■ **WORK INSTRUCTION**: Copy each line of the entries below that contains the string "size".

[[ TASK DATA, beginning ]]

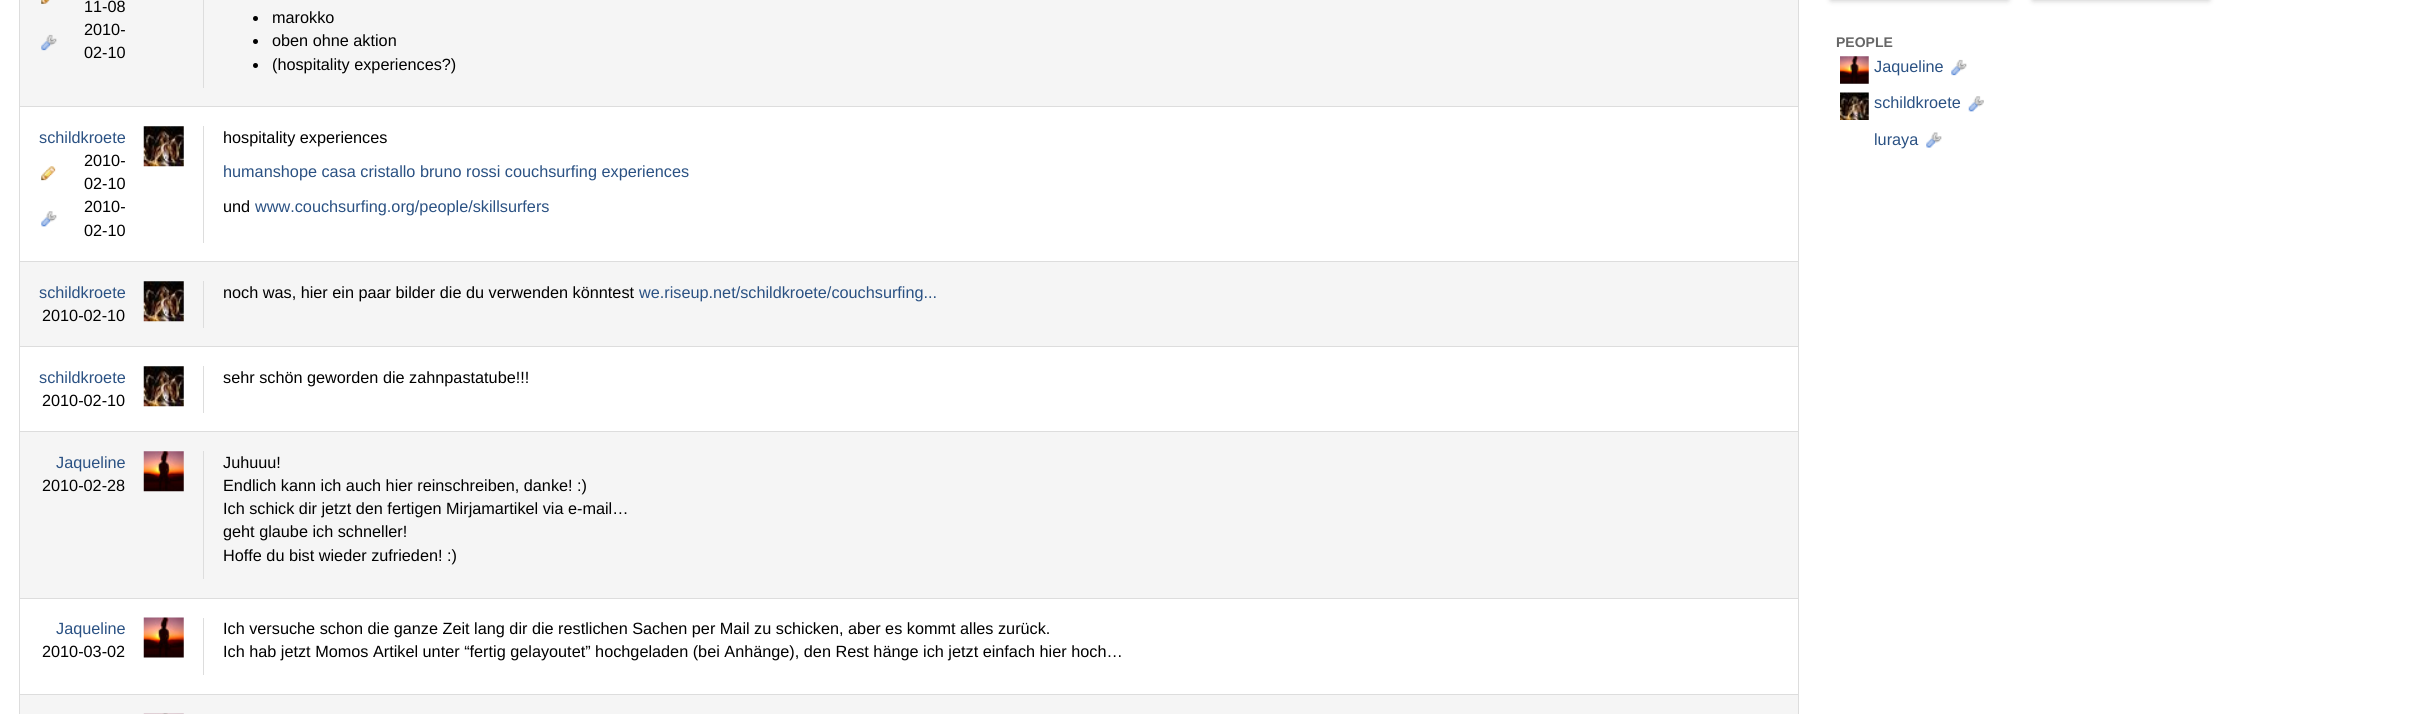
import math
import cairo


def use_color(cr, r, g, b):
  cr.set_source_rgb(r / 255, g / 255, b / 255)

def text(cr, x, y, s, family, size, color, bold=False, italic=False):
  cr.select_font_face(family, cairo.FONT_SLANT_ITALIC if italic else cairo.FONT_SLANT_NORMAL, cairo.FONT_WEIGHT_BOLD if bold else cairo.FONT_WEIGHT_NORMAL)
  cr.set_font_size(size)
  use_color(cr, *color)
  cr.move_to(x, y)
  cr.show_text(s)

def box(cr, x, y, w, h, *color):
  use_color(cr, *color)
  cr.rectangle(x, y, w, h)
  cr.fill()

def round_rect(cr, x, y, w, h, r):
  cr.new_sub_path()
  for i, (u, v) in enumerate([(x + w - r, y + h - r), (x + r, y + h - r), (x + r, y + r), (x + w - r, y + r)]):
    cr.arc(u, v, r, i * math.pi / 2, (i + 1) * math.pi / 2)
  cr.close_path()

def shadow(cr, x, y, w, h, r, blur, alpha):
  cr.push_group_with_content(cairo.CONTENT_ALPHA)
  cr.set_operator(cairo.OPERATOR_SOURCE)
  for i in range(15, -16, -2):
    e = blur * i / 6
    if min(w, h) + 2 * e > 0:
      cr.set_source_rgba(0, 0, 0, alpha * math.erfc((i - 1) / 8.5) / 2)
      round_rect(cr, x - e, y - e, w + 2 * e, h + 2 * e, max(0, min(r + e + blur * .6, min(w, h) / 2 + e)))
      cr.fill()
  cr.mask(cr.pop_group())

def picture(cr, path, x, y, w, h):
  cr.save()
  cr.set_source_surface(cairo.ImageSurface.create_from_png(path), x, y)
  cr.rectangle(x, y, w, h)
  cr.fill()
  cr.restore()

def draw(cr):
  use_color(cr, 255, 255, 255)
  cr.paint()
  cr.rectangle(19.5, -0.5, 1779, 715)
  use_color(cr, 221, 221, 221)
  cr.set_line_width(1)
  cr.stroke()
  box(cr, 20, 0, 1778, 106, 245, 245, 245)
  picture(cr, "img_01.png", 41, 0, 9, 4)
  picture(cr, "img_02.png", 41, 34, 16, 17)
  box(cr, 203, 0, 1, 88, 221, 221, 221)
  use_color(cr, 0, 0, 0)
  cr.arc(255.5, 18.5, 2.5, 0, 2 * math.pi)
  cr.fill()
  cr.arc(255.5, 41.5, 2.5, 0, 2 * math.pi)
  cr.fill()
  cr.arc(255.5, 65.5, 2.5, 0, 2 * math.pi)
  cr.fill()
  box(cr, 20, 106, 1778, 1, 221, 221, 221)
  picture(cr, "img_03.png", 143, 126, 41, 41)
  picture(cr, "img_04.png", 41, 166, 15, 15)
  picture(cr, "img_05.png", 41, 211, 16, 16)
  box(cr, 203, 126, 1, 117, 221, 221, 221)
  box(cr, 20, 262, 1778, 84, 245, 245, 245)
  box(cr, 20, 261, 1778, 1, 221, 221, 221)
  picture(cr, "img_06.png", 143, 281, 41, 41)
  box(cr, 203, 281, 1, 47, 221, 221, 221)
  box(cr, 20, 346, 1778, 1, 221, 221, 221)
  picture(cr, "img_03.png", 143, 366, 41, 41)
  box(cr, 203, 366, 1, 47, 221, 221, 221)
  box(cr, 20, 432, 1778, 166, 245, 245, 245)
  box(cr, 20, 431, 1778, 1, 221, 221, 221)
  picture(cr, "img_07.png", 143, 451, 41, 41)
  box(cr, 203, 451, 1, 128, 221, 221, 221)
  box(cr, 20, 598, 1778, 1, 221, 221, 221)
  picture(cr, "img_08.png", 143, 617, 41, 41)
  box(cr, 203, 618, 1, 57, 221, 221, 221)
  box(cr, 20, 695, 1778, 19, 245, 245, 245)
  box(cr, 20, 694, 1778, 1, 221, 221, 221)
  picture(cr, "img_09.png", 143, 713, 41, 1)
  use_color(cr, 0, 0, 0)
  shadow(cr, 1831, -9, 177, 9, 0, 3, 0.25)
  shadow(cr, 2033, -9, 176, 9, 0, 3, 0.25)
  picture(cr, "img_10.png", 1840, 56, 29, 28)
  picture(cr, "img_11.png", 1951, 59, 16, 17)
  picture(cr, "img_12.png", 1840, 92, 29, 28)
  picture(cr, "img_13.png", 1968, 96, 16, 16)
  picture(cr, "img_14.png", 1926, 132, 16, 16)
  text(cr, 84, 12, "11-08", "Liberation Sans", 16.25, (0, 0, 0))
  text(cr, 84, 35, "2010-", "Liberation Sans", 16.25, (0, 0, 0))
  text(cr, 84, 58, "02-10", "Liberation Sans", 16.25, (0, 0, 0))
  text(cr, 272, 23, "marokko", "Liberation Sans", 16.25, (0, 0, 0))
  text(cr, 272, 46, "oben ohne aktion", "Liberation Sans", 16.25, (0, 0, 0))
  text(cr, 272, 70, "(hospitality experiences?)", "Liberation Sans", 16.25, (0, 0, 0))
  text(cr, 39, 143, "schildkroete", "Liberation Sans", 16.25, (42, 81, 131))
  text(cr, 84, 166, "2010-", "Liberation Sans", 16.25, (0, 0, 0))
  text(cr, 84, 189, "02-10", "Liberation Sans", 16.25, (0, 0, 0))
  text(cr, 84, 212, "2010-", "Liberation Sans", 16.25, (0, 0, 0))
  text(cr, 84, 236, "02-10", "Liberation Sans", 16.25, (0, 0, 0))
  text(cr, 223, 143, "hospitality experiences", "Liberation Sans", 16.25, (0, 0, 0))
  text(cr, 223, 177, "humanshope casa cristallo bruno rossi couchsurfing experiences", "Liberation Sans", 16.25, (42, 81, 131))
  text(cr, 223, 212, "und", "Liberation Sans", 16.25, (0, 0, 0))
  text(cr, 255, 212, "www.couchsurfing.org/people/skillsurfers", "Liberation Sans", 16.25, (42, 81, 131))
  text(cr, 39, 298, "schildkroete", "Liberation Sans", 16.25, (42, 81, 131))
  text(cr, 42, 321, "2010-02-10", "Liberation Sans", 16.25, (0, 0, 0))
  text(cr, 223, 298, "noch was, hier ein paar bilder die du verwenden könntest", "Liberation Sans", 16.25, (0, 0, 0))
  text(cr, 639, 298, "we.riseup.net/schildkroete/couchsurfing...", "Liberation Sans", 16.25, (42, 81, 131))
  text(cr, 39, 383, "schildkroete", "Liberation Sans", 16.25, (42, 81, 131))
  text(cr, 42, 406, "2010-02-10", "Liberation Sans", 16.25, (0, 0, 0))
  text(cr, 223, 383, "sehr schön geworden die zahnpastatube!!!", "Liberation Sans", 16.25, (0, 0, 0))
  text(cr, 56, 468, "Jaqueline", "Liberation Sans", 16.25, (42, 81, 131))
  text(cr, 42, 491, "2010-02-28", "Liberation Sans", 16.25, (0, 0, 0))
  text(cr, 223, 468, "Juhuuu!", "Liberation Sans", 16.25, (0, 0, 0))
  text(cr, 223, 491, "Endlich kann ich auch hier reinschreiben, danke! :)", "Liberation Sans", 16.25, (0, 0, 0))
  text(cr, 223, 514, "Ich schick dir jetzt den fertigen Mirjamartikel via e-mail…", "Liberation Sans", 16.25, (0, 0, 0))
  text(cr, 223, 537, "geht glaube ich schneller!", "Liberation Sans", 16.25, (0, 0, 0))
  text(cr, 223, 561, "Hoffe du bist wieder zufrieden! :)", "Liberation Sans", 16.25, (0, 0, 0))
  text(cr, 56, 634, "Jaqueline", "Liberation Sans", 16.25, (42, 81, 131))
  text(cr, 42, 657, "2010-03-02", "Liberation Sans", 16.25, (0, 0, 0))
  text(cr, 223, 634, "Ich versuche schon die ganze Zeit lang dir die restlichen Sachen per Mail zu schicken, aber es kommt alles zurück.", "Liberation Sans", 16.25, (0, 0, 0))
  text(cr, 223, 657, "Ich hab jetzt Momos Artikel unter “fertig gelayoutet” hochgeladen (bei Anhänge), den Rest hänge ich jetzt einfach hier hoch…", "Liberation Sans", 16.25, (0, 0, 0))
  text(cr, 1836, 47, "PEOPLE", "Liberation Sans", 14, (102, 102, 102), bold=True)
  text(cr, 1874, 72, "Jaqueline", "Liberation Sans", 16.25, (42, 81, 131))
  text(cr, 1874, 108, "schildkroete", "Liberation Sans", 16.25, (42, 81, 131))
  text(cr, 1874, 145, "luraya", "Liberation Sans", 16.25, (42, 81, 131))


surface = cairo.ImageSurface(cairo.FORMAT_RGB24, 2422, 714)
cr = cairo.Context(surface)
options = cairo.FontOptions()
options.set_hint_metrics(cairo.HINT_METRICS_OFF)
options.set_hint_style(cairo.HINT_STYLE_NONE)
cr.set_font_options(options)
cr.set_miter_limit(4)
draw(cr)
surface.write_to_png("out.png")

[[ TASK DATA, end ]]

■ **RESULT**:
def text(cr, x, y, s, family, size, color, bold=False, italic=False):
  cr.set_font_size(size)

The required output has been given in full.